Now that the index tests the second upside target, what does the daily chart show and what are the odds of breaking through… or falling down from here.

Let’s take a quick look:

Let’s do a little historical tracking first.

From a chart standpoint, resistance levels are important markers as price journeys to them.  It’s reasonable to expect a pause at resistance, but if that pause does NOT occur, then you must be on the look-out for higher price targets and higher resistance levels to play for (as a short-term trader).

In various posts – and in nightly member reports – the likely price target on the “IF/THEN” situation for a breakout above 1,130 has been 1,170.

See the prior posts:

SPX Breakout and Market Realities You Should Know

Is This Really It?  SPX Above 1,130 and Tips on Trading Breakouts

This situation is one of the best learning experiences for newer – and even experienced traders – who 100% doubted it was conceivably possible to rise above 1,130.  It was, we did, and we’re here.

So now we return to the present – what’s going to happen at 1,170?

In short, the same sort of “game” and IF/THEN statements.

To keep it concise, IF price breaks out above 1,170 THEN the next upside resistance target is 1,200 (round number) and 1,220 (2010 high and major Fibonacci).

Ok so that makes sense, but what are the odds of that happening, as they exist right now?

Given the tendency of the market to shatter resistance on increasingly lower volume and momentum – making this one of the weirdest breakouts I can ever remember – it might be wise to take into account this unusual bullish rally that has broken a lot of historical rules to get where it is.

From a Chart Purism standpoint, odds seem NOT to be in favor of a breakout, due to the following conditions:

A clearly weakening technical structure as evidenced by a considerable negative VOLUME and Momentum (3/10 Oscillator) Divergences.

Price formed a doji (candle) yesterday at the 1,170 expected price target (resistance) which coincided with the upper Bollinger Band.

Market Internals did not confirm the push to new index highs and also diverged at the 1,170 intraday level (especially the TICK).

This is a long rally, and the market has a historical tendency to swing back and forth, up and down, as it moves from level to level.

And I could go on.

The main idea right now is to watch the 1,170 level – be neutral to short-term bearish while we’re under the level, but also keep a close eye on the layers of support underneath price right now.

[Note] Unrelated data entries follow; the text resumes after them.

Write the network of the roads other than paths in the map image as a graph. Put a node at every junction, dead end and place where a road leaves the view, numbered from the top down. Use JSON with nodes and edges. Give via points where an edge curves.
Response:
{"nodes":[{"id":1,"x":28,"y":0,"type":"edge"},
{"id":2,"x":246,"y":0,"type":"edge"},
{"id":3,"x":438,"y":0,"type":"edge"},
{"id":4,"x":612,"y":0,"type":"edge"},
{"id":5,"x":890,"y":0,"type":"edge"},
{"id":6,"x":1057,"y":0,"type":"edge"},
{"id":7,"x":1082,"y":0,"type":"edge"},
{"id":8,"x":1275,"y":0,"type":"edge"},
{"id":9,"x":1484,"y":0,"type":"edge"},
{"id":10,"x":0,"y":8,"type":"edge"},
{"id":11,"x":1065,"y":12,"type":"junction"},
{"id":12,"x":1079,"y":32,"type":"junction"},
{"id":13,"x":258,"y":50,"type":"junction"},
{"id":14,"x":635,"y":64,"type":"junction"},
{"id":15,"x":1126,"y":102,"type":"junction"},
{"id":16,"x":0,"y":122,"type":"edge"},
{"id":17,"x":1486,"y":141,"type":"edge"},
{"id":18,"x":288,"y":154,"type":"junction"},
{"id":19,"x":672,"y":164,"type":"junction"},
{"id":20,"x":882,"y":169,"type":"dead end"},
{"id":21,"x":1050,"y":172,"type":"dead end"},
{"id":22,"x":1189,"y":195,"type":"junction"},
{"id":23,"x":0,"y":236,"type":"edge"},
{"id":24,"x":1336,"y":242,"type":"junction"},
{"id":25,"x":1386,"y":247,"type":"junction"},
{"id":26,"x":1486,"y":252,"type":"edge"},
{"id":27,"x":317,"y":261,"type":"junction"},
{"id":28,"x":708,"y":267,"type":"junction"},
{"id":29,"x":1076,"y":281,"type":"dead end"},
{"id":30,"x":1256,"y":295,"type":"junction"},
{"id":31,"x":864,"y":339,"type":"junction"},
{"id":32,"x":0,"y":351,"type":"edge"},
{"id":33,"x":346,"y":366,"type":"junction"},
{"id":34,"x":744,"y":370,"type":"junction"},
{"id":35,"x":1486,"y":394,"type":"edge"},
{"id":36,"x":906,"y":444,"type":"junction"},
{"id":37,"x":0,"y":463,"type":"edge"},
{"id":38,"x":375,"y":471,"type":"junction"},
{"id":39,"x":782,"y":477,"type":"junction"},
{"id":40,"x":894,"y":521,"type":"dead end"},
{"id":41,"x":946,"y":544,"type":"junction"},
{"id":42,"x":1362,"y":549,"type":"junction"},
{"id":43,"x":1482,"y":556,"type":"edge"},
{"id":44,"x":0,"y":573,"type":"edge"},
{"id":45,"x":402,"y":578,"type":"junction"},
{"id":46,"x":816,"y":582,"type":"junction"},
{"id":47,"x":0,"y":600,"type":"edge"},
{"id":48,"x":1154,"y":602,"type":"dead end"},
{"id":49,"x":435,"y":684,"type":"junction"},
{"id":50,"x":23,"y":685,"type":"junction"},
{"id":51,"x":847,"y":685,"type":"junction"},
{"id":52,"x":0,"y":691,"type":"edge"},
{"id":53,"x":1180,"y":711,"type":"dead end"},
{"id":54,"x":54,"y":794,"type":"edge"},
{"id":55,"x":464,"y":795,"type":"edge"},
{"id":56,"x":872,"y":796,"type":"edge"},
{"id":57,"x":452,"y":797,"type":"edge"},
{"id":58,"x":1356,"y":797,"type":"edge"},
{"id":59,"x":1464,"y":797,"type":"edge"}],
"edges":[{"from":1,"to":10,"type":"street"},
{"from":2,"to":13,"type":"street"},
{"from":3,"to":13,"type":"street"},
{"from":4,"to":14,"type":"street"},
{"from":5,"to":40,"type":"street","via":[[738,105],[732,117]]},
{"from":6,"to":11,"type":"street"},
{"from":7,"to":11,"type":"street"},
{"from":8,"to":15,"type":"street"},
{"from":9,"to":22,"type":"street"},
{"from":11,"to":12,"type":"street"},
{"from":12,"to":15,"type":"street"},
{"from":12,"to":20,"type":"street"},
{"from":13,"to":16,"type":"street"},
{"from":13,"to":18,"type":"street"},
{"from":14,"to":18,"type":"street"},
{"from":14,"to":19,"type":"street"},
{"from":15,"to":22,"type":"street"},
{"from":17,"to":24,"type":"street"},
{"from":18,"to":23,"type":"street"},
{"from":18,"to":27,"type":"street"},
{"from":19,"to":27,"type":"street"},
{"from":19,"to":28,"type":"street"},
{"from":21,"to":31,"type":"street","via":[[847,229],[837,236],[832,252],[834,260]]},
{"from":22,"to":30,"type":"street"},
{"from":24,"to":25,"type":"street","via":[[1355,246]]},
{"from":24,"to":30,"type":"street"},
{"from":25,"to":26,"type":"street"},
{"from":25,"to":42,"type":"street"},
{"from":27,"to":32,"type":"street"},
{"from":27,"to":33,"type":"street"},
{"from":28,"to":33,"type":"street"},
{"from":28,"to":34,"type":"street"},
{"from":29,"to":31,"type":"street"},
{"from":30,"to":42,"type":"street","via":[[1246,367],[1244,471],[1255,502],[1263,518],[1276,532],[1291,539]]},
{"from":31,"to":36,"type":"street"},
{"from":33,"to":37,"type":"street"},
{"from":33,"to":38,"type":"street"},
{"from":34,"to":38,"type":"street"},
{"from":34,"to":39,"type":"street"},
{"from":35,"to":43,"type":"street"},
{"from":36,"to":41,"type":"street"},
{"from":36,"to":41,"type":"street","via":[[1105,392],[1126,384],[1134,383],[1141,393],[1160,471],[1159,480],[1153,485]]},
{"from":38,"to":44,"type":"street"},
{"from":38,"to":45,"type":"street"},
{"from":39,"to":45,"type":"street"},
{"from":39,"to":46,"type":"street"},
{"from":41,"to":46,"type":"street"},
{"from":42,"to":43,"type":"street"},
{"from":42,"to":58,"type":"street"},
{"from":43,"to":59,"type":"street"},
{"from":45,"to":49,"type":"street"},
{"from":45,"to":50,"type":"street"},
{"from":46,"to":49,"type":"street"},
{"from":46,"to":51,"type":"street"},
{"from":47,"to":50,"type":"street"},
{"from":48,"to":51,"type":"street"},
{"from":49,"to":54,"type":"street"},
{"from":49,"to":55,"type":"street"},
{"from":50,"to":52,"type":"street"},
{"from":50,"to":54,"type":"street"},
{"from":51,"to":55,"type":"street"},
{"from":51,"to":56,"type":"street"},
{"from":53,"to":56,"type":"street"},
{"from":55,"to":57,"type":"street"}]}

Those include daily moving averages, the 1,130 key price level, and rising trendlines (the main one ends about 1,145).

So we’re setting up one of those games where we have upside resistance on negative divergences, but lower rising support levels and a short-term uptrend in progress.

The bias is long for continuation above 1,170, neutral between 1,130 and 1,170, and bearish under the 1,120 level (and especially 1,100… which is 60 points below).

Keep a close watch on price, and eliminate your biases on what price can or cannot do.

Corey Rosenbloom, CMT
Afraid to Trade.com

Follow Corey on Twitter:  http://twitter.com/afraidtotrade

1 Comment

One Response to “SP500 at 1170 – What the Charts Suggest Next”

  1. Don-Da-Mon Says:

    I didn't expect a move above 1150 on the S&P, but we are still testing the flash crash zone as fund managers ensure they get profits for the year.

    I see a reverse head and shoulders that gives an upside target of the 2010 highs.

    How would these price levels help fund managers?

    Is it possible to tell if fund managers are reversing their positions?